§ **What is being asked**: When the string "Lancewood" occurs in a line of the records, show that line.

[Dataset entries]
▼
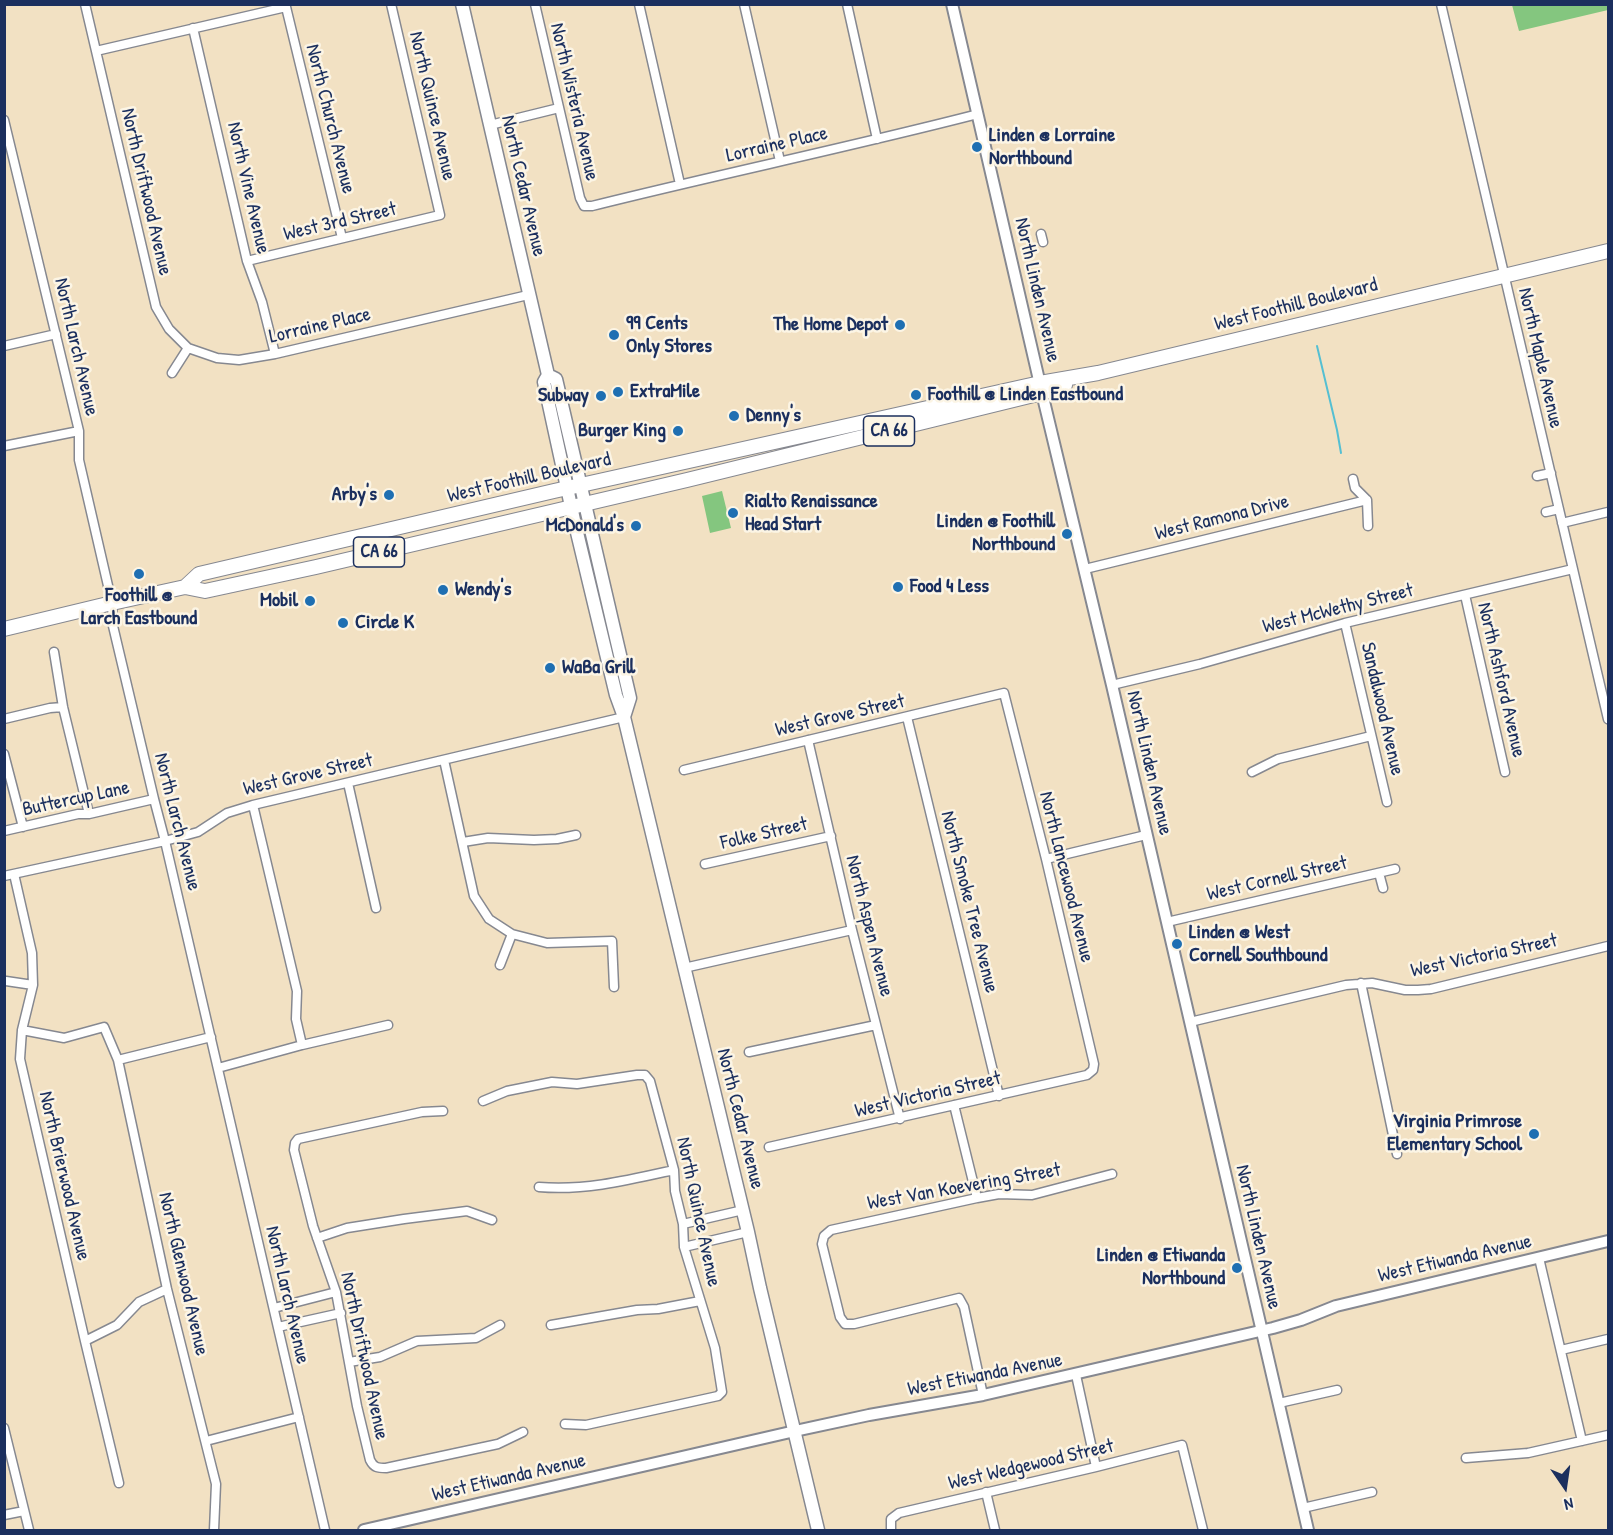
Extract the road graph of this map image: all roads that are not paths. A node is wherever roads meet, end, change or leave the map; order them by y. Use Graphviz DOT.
graph roads {
  1 [pos="85,4"];
  2 [pos="391,4"];
  3 [pos="462,4"];
  4 [pos="535,4"];
  5 [pos="639,4"];
  6 [pos="744,4"];
  7 [pos="847,4"];
  8 [pos="952,4"];
  9 [pos="1441,4"];
  10 [pos="193,28"];
  11 [pos="96,51"];
  12 [pos="559,108"];
  13 [pos="978,114"];
  14 [pos="4,120"];
  15 [pos="490,125"];
  16 [pos="877,139"];
  17 [pos="780,161"];
  18 [pos="680,184"];
  19 [pos="584,206"];
  20 [pos="440,215"];
  21 [pos="342,238"];
  22 [pos="1608,251"];
  23 [pos="247,261"];
  24 [pos="1504,275"];
  25 [pos="528,295"];
  26 [pos="56,334"];
  27 [pos="4,346"];
  28 [pos="188,348"];
  29 [pos="274,354"];
  30 [pos="172,373"];
  31 [pos="1041,388"];
  32 [pos="79,431"];
  33 [pos="4,446"];
  34 [pos="1551,472"];
  35 [pos="1537,476"];
  36 [pos="1353,479"];
  37 [pos="574,487"];
  38 [pos="1367,500"];
  39 [pos="578,505"];
  40 [pos="1559,509"];
  41 [pos="1546,512"];
  42 [pos="1608,512"];
  43 [pos="418,523"];
  44 [pos="1562,523"];
  45 [pos="1368,526"];
  46 [pos="304,550"];
  47 [pos="345,560"];
  48 [pos="1085,569"];
  49 [pos="1574,569"];
  50 [pos="185,587"];
  51 [pos="222,588"];
  52 [pos="1465,595"];
  53 [pos="112,603"];
  54 [pos="1345,623"];
  55 [pos="4,629"];
  56 [pos="601,631"];
  57 [pos="54,652"];
  58 [pos="624,674"];
  59 [pos="1112,684"];
  60 [pos="1004,693"];
  61 [pos="63,706"];
  62 [pos="624,717"];
  63 [pos="907,717"];
  64 [pos="4,719"];
  65 [pos="1608,719"];
  66 [pos="1371,736"];
  67 [pos="808,740"];
  68 [pos="4,754"];
  69 [pos="444,760"];
  70 [pos="684,771"];
  71 [pos="1252,772"];
  72 [pos="1505,772"];
  73 [pos="348,783"];
  74 [pos="154,799"];
  75 [pos="1387,802"];
  76 [pos="253,805"];
  77 [pos="89,814"];
  78 [pos="23,826"];
  79 [pos="4,831"];
  80 [pos="576,835"];
  81 [pos="1146,835"];
  82 [pos="831,836"];
  83 [pos="165,841"];
  84 [pos="463,842"];
  85 [pos="1046,859"];
  86 [pos="705,864"];
  87 [pos="1395,869"];
  88 [pos="1379,873"];
  89 [pos="9,875"];
  90 [pos="1383,888"];
  91 [pos="376,908"];
  92 [pos="1167,922"];
  93 [pos="852,930"];
  94 [pos="512,934"];
  95 [pos="1608,946"];
  96 [pos="500,965"];
  97 [pos="684,968"];
  98 [pos="6,981"];
  99 [pos="1361,983"];
  100 [pos="33,985"];
  101 [pos="614,987"];
  102 [pos="1190,1022"];
  103 [pos="388,1025"];
  104 [pos="876,1025"];
  105 [pos="22,1030"];
  106 [pos="211,1037"];
  107 [pos="302,1045"];
  108 [pos="749,1052"];
  109 [pos="118,1060"];
  110 [pos="218,1068"];
  111 [pos="1093,1070"];
  112 [pos="999,1096"];
  113 [pos="483,1101"];
  114 [pos="954,1105"];
  115 [pos="443,1112"];
  116 [pos="900,1119"];
  117 [pos="769,1148"];
  118 [pos="1397,1154"];
  119 [pos="674,1170"];
  120 [pos="1112,1174"];
  121 [pos="538,1187"];
  122 [pos="977,1198"];
  123 [pos="743,1210"];
  124 [pos="492,1220"];
  125 [pos="683,1224"];
  126 [pos="748,1232"];
  127 [pos="317,1238"];
  128 [pos="1608,1241"];
  129 [pos="684,1247"];
  130 [pos="1539,1258"];
  131 [pos="167,1289"];
  132 [pos="336,1292"];
  133 [pos="700,1301"];
  134 [pos="274,1308"];
  135 [pos="341,1313"];
  136 [pos="551,1324"];
  137 [pos="500,1325"];
  138 [pos="278,1327"];
  139 [pos="1262,1331"];
  140 [pos="1608,1339"];
  141 [pos="85,1341"];
  142 [pos="1561,1350"];
  143 [pos="349,1362"];
  144 [pos="1076,1375"];
  145 [pos="1337,1390"];
  146 [pos="983,1395"];
  147 [pos="1279,1403"];
  148 [pos="299,1418"];
  149 [pos="565,1424"];
  150 [pos="4,1428"];
  151 [pos="795,1431"];
  152 [pos="523,1432"];
  153 [pos="1608,1435"];
  154 [pos="206,1441"];
  155 [pos="1582,1441"];
  156 [pos="1466,1458"];
  157 [pos="1096,1467"];
  158 [pos="119,1483"];
  159 [pos="986,1492"];
  160 [pos="1372,1492"];
  161 [pos="1302,1508"];
  162 [pos="24,1511"];
  163 [pos="4,1515"];
  164 [pos="378,1529"];
  165 [pos="29,1530"];
  166 [pos="214,1530"];
  167 [pos="325,1530"];
  168 [pos="364,1530"];
  169 [pos="818,1530"];
  170 [pos="891,1530"];
  171 [pos="995,1530"];
  172 [pos="1203,1530"];
  173 [pos="1308,1530"];
  1 -- 11 [label="street, North Driftwood Avenue"];
  2 -- 20 [label="street, North Quince Avenue"];
  3 -- 15 [label="main road, North Cedar Avenue"];
  4 -- 12 [label="street, North Wisteria Avenue"];
  5 -- 18 [label="street"];
  6 -- 17 [label="street"];
  7 -- 16 [label="street"];
  8 -- 13 [label="street, North Linden Avenue"];
  9 -- 24 [label="street, North Maple Avenue"];
  10 -- 11 [label="street"];
  10 -- 21 [label="street, North Church Avenue"];
  10 -- 23 [label="street, North Vine Avenue"];
  11 -- 28 [label="street, North Driftwood Avenue"];
  12 -- 15 [label="street"];
  12 -- 19 [label="street, North Wisteria Avenue"];
  13 -- 16 [label="street, Lorraine Place"];
  13 -- 31 [label="street, North Linden Avenue"];
  14 -- 26 [label="street, North Larch Avenue"];
  15 -- 25 [label="main road, North Cedar Avenue"];
  16 -- 17 [label="street, Lorraine Place"];
  17 -- 18 [label="street, Lorraine Place"];
  18 -- 19 [label="street, Lorraine Place"];
  20 -- 21 [label="street, West 3rd Street"];
  21 -- 23 [label="street, West 3rd Street"];
  22 -- 24 [label="main road, West Foothill Boulevard"];
  23 -- 29 [label="street, North Vine Avenue"];
  24 -- 31 [label="main road, West Foothill Boulevard"];
  24 -- 34 [label="street, North Maple Avenue"];
  25 -- 29 [label="street, Lorraine Place"];
  25 -- 37 [label="main road, North Cedar Avenue"];
  26 -- 27 [label="street"];
  26 -- 32 [label="street, North Larch Avenue"];
  28 -- 29 [label="street, Lorraine Place"];
  28 -- 30 [label="street"];
  31 -- 37 [label="main road, West Foothill Boulevard"];
  31 -- 39 [label="main road, West Foothill Boulevard / CA 66"];
  31 -- 48 [label="street, North Linden Avenue"];
  32 -- 33 [label="street"];
  32 -- 53 [label="street, North Larch Avenue"];
  34 -- 35 [label="street"];
  34 -- 40 [label="street, North Maple Avenue"];
  36 -- 38 [label="street"];
  37 -- 39 [label="main road, North Cedar Avenue"];
  37 -- 43 [label="main road, West Foothill Boulevard"];
  38 -- 45 [label="street"];
  38 -- 48 [label="street, West Ramona Drive"];
  39 -- 47 [label="main road, West Foothill Boulevard / CA 66"];
  39 -- 56 [label="main road, North Cedar Avenue"];
  39 -- 58 [label="main road, North Cedar Avenue"];
  40 -- 41 [label="street"];
  40 -- 44 [label="street, North Maple Avenue"];
  42 -- 44 [label="street"];
  43 -- 46 [label="main road, West Foothill Boulevard"];
  43 -- 47 [label="main road"];
  44 -- 49 [label="street, North Maple Avenue"];
  46 -- 50 [label="main road, West Foothill Boulevard"];
  46 -- 51 [label="main road"];
  47 -- 51 [label="main road, West Foothill Boulevard / CA 66"];
  48 -- 59 [label="street, North Linden Avenue"];
  49 -- 52 [label="street, West McWethy Street"];
  49 -- 65 [label="street, North Maple Avenue"];
  50 -- 51 [label="main road, West Foothill Boulevard / CA 66"];
  50 -- 53 [label="main road, West Foothill Boulevard"];
  52 -- 54 [label="street, West McWethy Street"];
  52 -- 72 [label="street, North Ashford Avenue"];
  53 -- 55 [label="main road, West Foothill Boulevard"];
  53 -- 74 [label="street, North Larch Avenue"];
  54 -- 59 [label="street, West McWethy Street"];
  54 -- 66 [label="street, Sandalwood Avenue"];
  56 -- 58 [label="main road"];
  56 -- 62 [label="main road, North Cedar Avenue"];
  57 -- 61 [label="street"];
  58 -- 62 [label="main road, North Cedar Avenue"];
  59 -- 81 [label="street, North Linden Avenue"];
  60 -- 63 [label="street, West Grove Street"];
  60 -- 85 [label="street, North Lancewood Avenue"];
  61 -- 64 [label="street"];
  61 -- 77 [label="street"];
  62 -- 69 [label="street, West Grove Street"];
  62 -- 97 [label="main road, North Cedar Avenue"];
  63 -- 67 [label="street, West Grove Street"];
  63 -- 112 [label="street, North Smoke Tree Avenue"];
  66 -- 71 [label="street"];
  66 -- 75 [label="street, Sandalwood Avenue"];
  67 -- 70 [label="street, West Grove Street"];
  67 -- 82 [label="street, North Aspen Avenue"];
  68 -- 78 [label="street"];
  69 -- 73 [label="street, West Grove Street"];
  69 -- 84 [label="street"];
  73 -- 76 [label="street, West Grove Street"];
  73 -- 91 [label="street"];
  74 -- 77 [label="street, Buttercup Lane"];
  74 -- 83 [label="street, North Larch Avenue"];
  76 -- 83 [label="street, West Grove Street"];
  76 -- 107 [label="street"];
  77 -- 78 [label="street, Buttercup Lane"];
  78 -- 79 [label="street, Buttercup Lane"];
  80 -- 84 [label="street"];
  81 -- 85 [label="street"];
  81 -- 92 [label="street, North Linden Avenue"];
  82 -- 86 [label="street, Folke Street"];
  82 -- 93 [label="street, North Aspen Avenue"];
  83 -- 89 [label="street, West Grove Street"];
  83 -- 106 [label="street, North Larch Avenue"];
  84 -- 94 [label="street"];
  85 -- 111 [label="street, North Lancewood Avenue"];
  87 -- 88 [label="street, West Cornell Street"];
  88 -- 90 [label="street"];
  88 -- 92 [label="street, West Cornell Street"];
  89 -- 100 [label="street, North Brierwood Avenue"];
  92 -- 102 [label="street, North Linden Avenue"];
  93 -- 97 [label="street"];
  93 -- 104 [label="street, North Aspen Avenue"];
  94 -- 96 [label="street"];
  94 -- 101 [label="street"];
  95 -- 99 [label="street, West Victoria Street"];
  97 -- 123 [label="main road, North Cedar Avenue"];
  98 -- 100 [label="street"];
  99 -- 102 [label="street, West Victoria Street"];
  99 -- 118 [label="street"];
  100 -- 105 [label="street, North Brierwood Avenue"];
  102 -- 139 [label="street, North Linden Avenue"];
  103 -- 107 [label="street"];
  104 -- 108 [label="street"];
  104 -- 116 [label="street, North Aspen Avenue"];
  105 -- 109 [label="street, North Glenwood Avenue"];
  105 -- 141 [label="street, North Brierwood Avenue"];
  106 -- 109 [label="street"];
  106 -- 110 [label="street, North Larch Avenue"];
  107 -- 110 [label="street"];
  109 -- 131 [label="street, North Glenwood Avenue"];
  110 -- 134 [label="street, North Larch Avenue"];
  111 -- 112 [label="street, West Victoria Street"];
  112 -- 114 [label="street, West Victoria Street"];
  113 -- 119 [label="street, North Quince Avenue"];
  114 -- 116 [label="street, West Victoria Street"];
  114 -- 122 [label="street"];
  115 -- 127 [label="street, North Driftwood Avenue"];
  116 -- 117 [label="street, West Victoria Street"];
  119 -- 121 [label="street"];
  119 -- 125 [label="street, North Quince Avenue"];
  120 -- 122 [label="street, West Van Koevering Street"];
  122 -- 146 [label="street, West Van Koevering Street"];
  123 -- 125 [label="street"];
  123 -- 126 [label="main road, North Cedar Avenue"];
  124 -- 127 [label="street"];
  125 -- 129 [label="street, North Quince Avenue"];
  126 -- 129 [label="street"];
  126 -- 151 [label="main road, North Cedar Avenue"];
  127 -- 132 [label="street, North Driftwood Avenue"];
  128 -- 130 [label="street, West Etiwanda Avenue"];
  129 -- 133 [label="street, North Quince Avenue"];
  130 -- 139 [label="street, West Etiwanda Avenue"];
  130 -- 142 [label="street"];
  131 -- 141 [label="street"];
  131 -- 154 [label="street, North Glenwood Avenue"];
  132 -- 134 [label="street"];
  132 -- 135 [label="street, North Driftwood Avenue"];
  133 -- 136 [label="street"];
  133 -- 149 [label="street, North Quince Avenue"];
  134 -- 138 [label="street, North Larch Avenue"];
  135 -- 138 [label="street"];
  135 -- 143 [label="street, North Driftwood Avenue"];
  137 -- 143 [label="street"];
  138 -- 148 [label="street, North Larch Avenue"];
  139 -- 144 [label="street, West Etiwanda Avenue"];
  139 -- 147 [label="street, North Linden Avenue"];
  140 -- 142 [label="street"];
  141 -- 158 [label="street, North Brierwood Avenue"];
  142 -- 155 [label="street"];
  143 -- 152 [label="street, North Driftwood Avenue"];
  144 -- 146 [label="street, West Etiwanda Avenue"];
  144 -- 157 [label="street"];
  145 -- 147 [label="street"];
  146 -- 151 [label="street, West Etiwanda Avenue"];
  147 -- 161 [label="street, North Linden Avenue"];
  148 -- 154 [label="street"];
  148 -- 167 [label="street, North Larch Avenue"];
  150 -- 162 [label="street"];
  151 -- 164 [label="street, West Etiwanda Avenue"];
  151 -- 169 [label="main road, North Cedar Avenue"];
  153 -- 155 [label="street"];
  154 -- 166 [label="street, North Glenwood Avenue"];
  155 -- 156 [label="street"];
  157 -- 159 [label="street, West Wedgewood Street"];
  157 -- 172 [label="street, West Wedgewood Street"];
  159 -- 170 [label="street, West Wedgewood Street"];
  159 -- 171 [label="street"];
  160 -- 161 [label="street"];
  161 -- 173 [label="street, North Linden Avenue"];
  162 -- 163 [label="street"];
  162 -- 165 [label="street"];
  164 -- 168 [label="street, West Etiwanda Avenue"];
}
▲
§ **Reply to the exercise**:
  60 -- 85 [label="street, North Lancewood Avenue"];
  85 -- 111 [label="street, North Lancewood Avenue"];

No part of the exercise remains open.